▶ _Provided entries_:
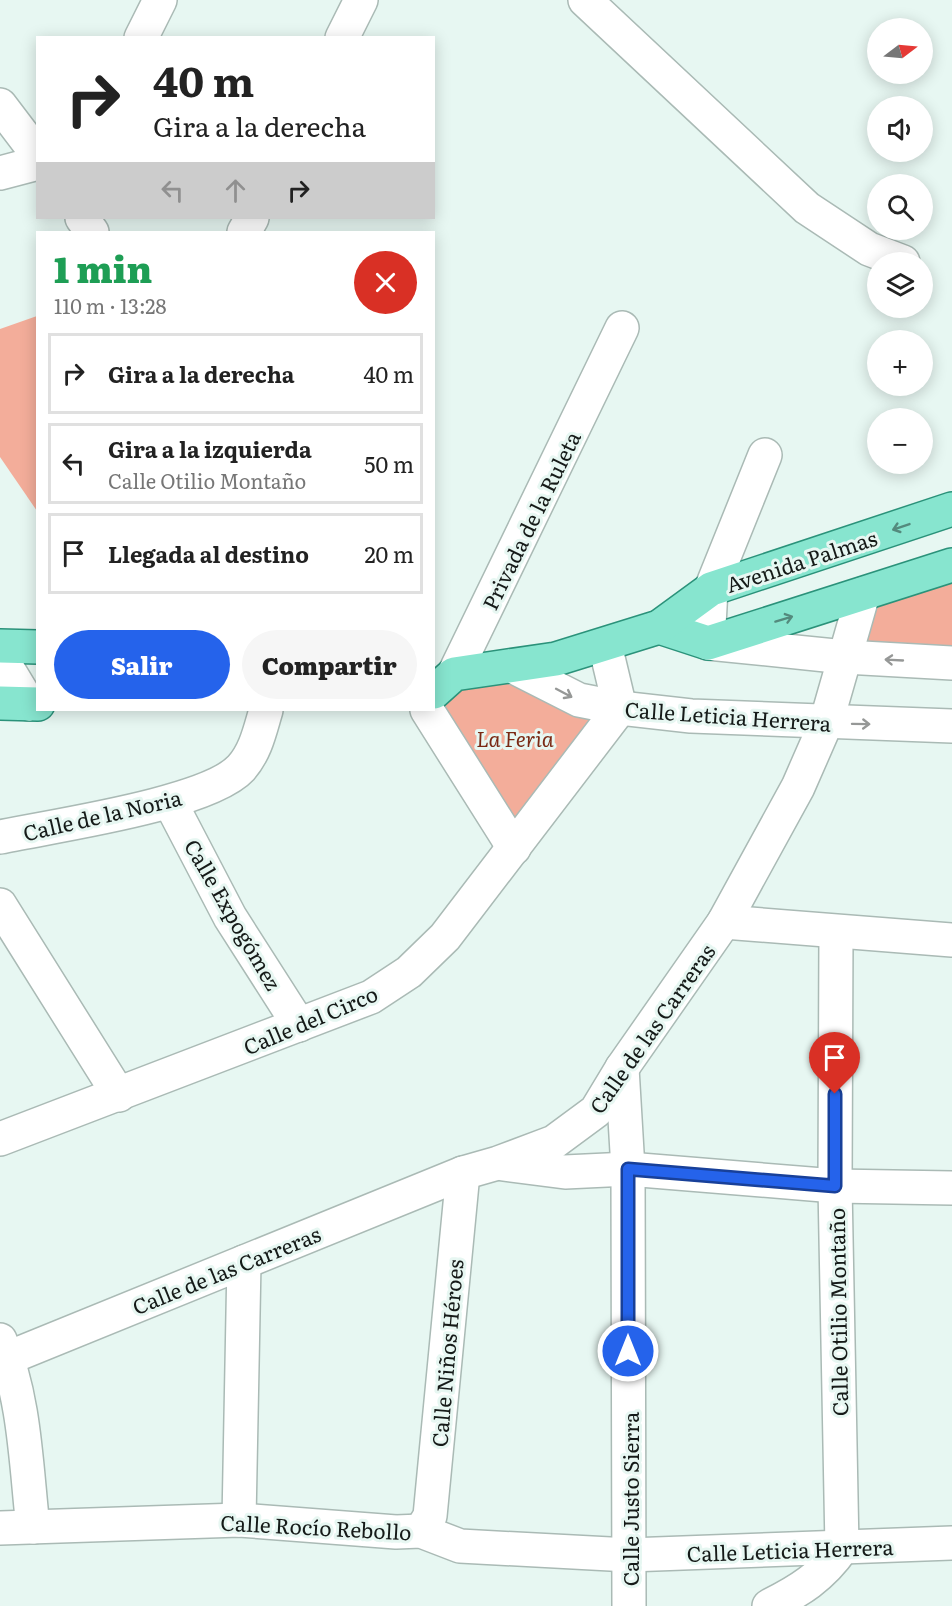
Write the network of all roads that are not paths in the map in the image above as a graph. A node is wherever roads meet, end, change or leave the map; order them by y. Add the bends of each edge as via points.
1 (160, 0) edge
2 (361, 0) edge
3 (585, 0) edge
4 (142, 36) edge
5 (343, 36) edge
6 (0, 105) edge
7 (36, 152) edge
8 (36, 164) edge
9 (0, 173) edge
10 (877, 252) edge
11 (622, 328) dead end
12 (765, 455) dead end
13 (952, 509) edge
14 (952, 565) edge
15 (711, 589) junction
16 (863, 594) junction
17 (659, 627) junction
18 (708, 643) junction
19 (605, 645) junction
20 (0, 646) edge
21 (36, 647) edge
22 (0, 656) edge
23 (845, 657) junction
24 (952, 663) edge
25 (512, 666) junction
26 (440, 676) edge
27 (22, 704) edge
28 (620, 708) junction
29 (266, 711) edge
30 (428, 711) edge
31 (826, 723) junction
32 (952, 726) edge
33 (170, 802) junction
34 (0, 837) edge
35 (514, 848) junction
36 (0, 905) edge
37 (724, 922) junction
38 (836, 933) junction
39 (952, 940) edge
40 (299, 1025) junction
41 (622, 1068) junction
42 (119, 1095) junction
43 (0, 1138) edge
44 (498, 1163) junction
45 (628, 1169) junction
46 (463, 1173) junction
47 (835, 1186) junction
48 (952, 1188) edge
49 (244, 1262) junction
50 (4, 1349) edge
51 (239, 1520) junction
52 (33, 1527) junction
53 (0, 1528) edge
54 (421, 1531) junction
55 (952, 1544) edge
56 (842, 1548) junction
57 (629, 1555) junction
58 (629, 1606) edge
59 (769, 1606) edge

1 - 4 street
2 - 5 street
3 - 10 street via 807,208
6 - 7 street
8 - 9 street
11 - 26 street, Privada de la Ruleta via 606,366
12 - 15 street
13 -> 15 main road, Avenida Palmas
14 - 16 main road
15 - 17 main road, Avenida Palmas
15 - 18 street
18 -> 16 main road
16 - 23 street, Calle de las Carreras
17 - 18 main road
17 - 19 main road, Avenida Palmas
18 - 23 street
19 - 25 main road, Avenida Palmas
19 - 28 street
20 - 21 main road
22 - 27 street
24 -> 23 street
23 - 31 street, Calle de las Carreras
25 - 26 main road, Avenida Palmas
25 -> 28 street, Calle Leticia Herrera via 579,700
28 - 31 street, Calle Leticia Herrera
28 - 35 street, Calle del Circo
29 - 33 street, Calle de la Noria via 256,746 240,769 216,785
30 - 35 street
31 -> 32 street, Calle Leticia Herrera
31 - 37 street, Calle de las Carreras via 798,787
33 - 34 street, Calle de la Noria
33 - 40 street, Calle Expogómez via 230,917
35 - 40 street, Calle del Circo via 445,937 409,972 371,997
36 - 42 street
37 - 38 street
37 - 41 street, Calle de las Carreras
38 - 39 street
38 - 47 street, Calle Otilio Montaño
40 - 42 street, Calle del Circo
41 - 44 street, Calle de las Carreras via 596,1112 583,1123 554,1142
41 - 45 street, Calle Justo Sierra
42 - 43 street, Calle del Circo
44 - 45 street via 565,1172
44 - 46 street, Calle de las Carreras
45 - 47 street
45 - 57 street, Calle Justo Sierra
46 - 49 street, Calle de las Carreras
46 - 54 street, Calle Niños Héroes via 430,1516
47 - 48 street
47 - 56 street, Calle Otilio Montaño
49 - 50 street, Calle de las Carreras
49 - 51 street
50 - 52 street via 19,1411
51 - 52 street, Calle Rocío Rebollo
51 - 54 street, Calle Rocío Rebollo
52 - 53 street, Calle Rocío Rebollo
54 - 57 street, Calle Rocío Rebollo via 460,1546
55 - 56 street, Calle Leticia Herrera
56 - 57 street, Calle Leticia Herrera
56 - 59 street via 830,1565 803,1589
57 - 58 street, Calle Justo Sierra

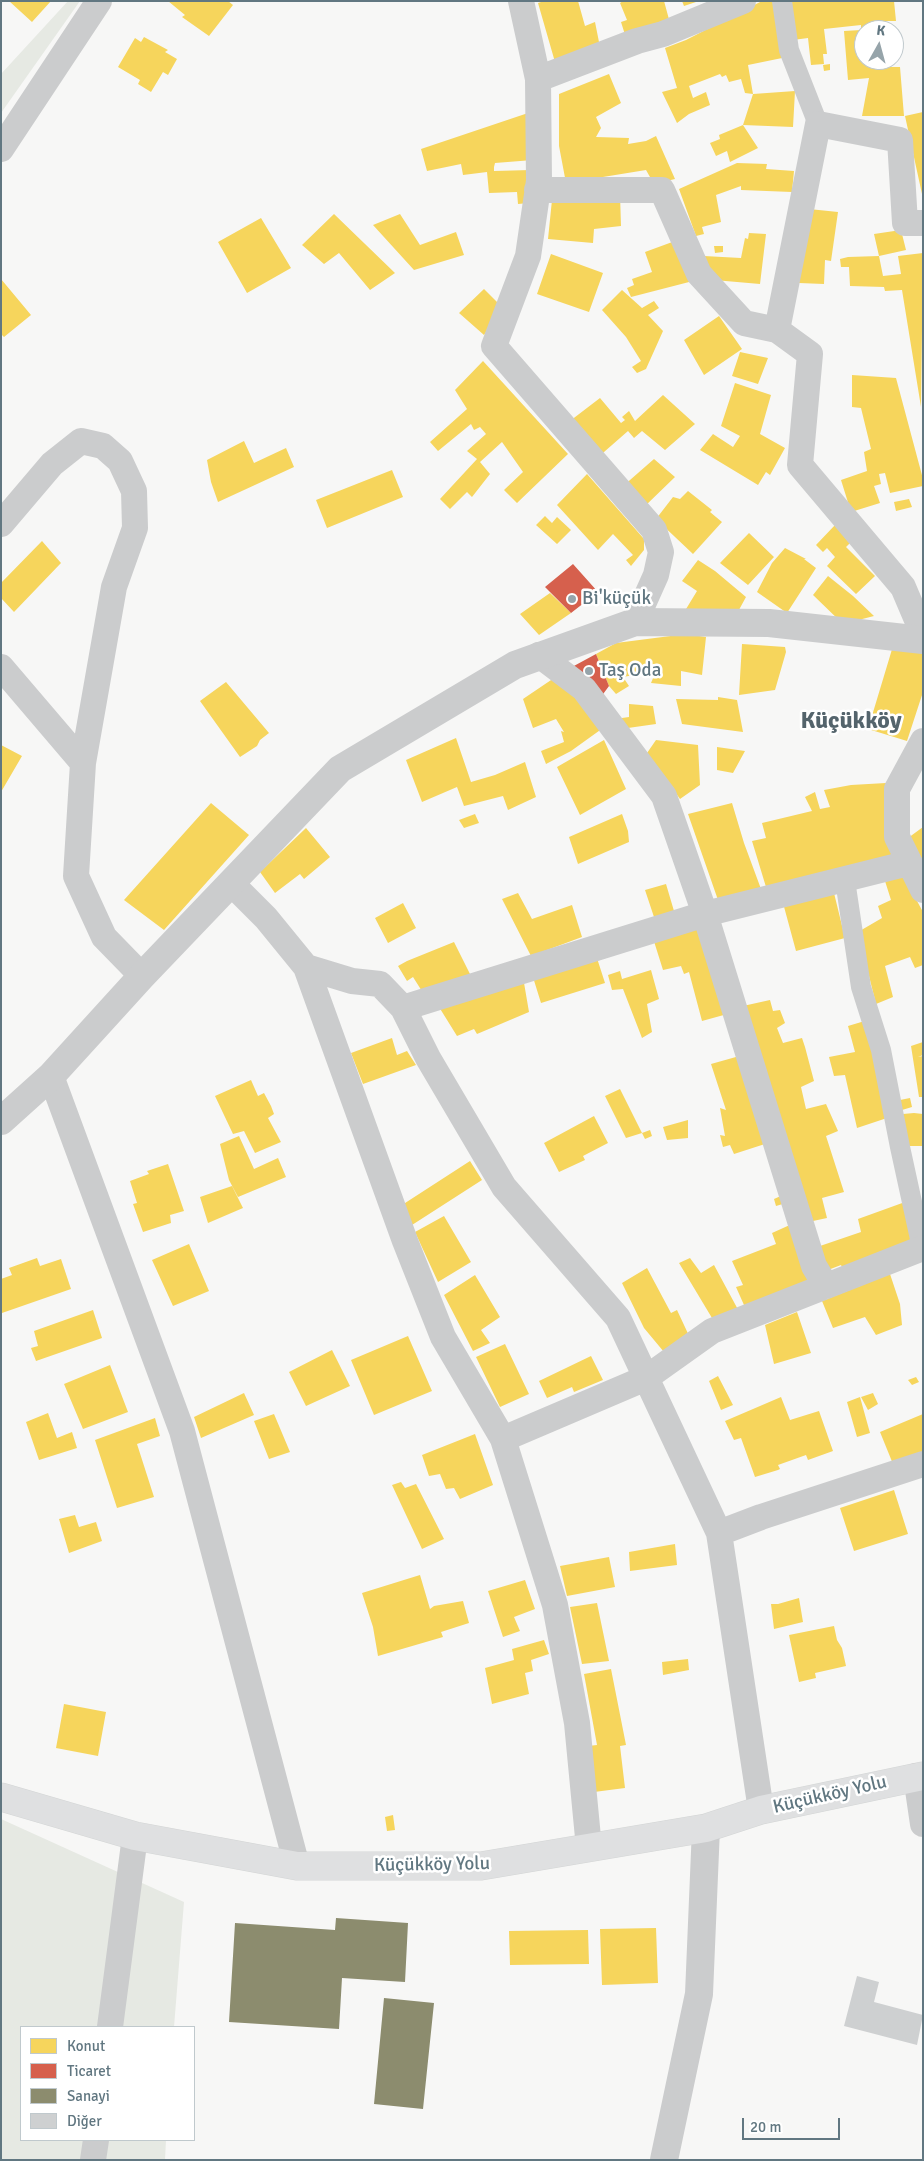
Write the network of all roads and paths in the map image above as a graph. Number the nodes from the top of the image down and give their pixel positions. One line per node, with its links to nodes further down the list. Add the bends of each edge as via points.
1 (99, 1): 7 (street)
2 (521, 1): 5 (street)
3 (743, 1): 5 (street)
4 (782, 1): 6 (street, via 789,50)
5 (538, 79): 8 (street)
6 (818, 124): 9 (street, via 900,140 905,223); 10 (street)
7 (1, 149)
8 (537, 190): 10 (street, via 662,190 699,274 744,323); 12 (street, via 528,256 494,346 654,530 661,552 656,575)
9 (923, 223)
10 (778, 330): 13 (street, via 810,354 800,465 903,587)
11 (1, 524): 18 (street, via 52,464 81,441 103,446 120,461 134,491 134,528 114,586)
12 (635, 622): 14 (street, via 768,623); 15 (street)
13 (923, 634)
14 (923, 640)
15 (539, 655): 21 (street, via 515,665 340,769); 23 (street, via 584,690 664,796)
16 (1, 668): 18 (street)
17 (923, 741): 19 (street, via 897,789 897,837)
18 (83, 763): 25 (street, via 76,876 104,938)
19 (909, 863): 20 (street); 22 (street)
20 (845, 880): 23 (street); 29 (street, via 861,987 881,1050)
21 (232, 884): 24 (street, via 266,918); 25 (street)
22 (923, 890)
23 (705, 914): 26 (street); 30 (street, via 814,1266)
24 (306, 967): 26 (street, via 352,981 380,984); 32 (street, via 443,1337)
25 (142, 976): 27 (street)
26 (403, 1008): 31 (street, via 428,1058 504,1187 618,1318)
27 (51, 1076): 28 (street); 42 (street, via 182,1431)
28 (1, 1121)
29 (922, 1248): 30 (street)
30 (826, 1286): 31 (street, via 712,1331)
31 (646, 1378): 32 (street); 34 (street)
32 (504, 1439): 41 (street, via 555,1605 577,1723)
33 (923, 1464): 34 (street)
34 (719, 1533): 37 (street)
35 (919, 1776): 37 (main road, Küçükköy Yolu); 38 (street)
36 (1, 1797): 40 (main road, Küçükköy Yolu)
37 (761, 1810): 39 (main road, Küçükköy Yolu)
38 (923, 1824)
39 (706, 1828): 41 (main road, Küçükköy Yolu); 46 (street, via 699,1994)
40 (134, 1836): 42 (main road, Küçükköy Yolu); 43 (street)
41 (588, 1848): 42 (main road, Küçükköy Yolu, via 480,1866)
42 (297, 1866)
43 (110, 2026)
44 (96, 2141): 45 (street)
45 (93, 2160)
46 (664, 2160)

▶ _Exercise_: Read the entries above, then pull out the lines that include "dead".

▶ _Exercise output_:
11 (622, 328) dead end
12 (765, 455) dead end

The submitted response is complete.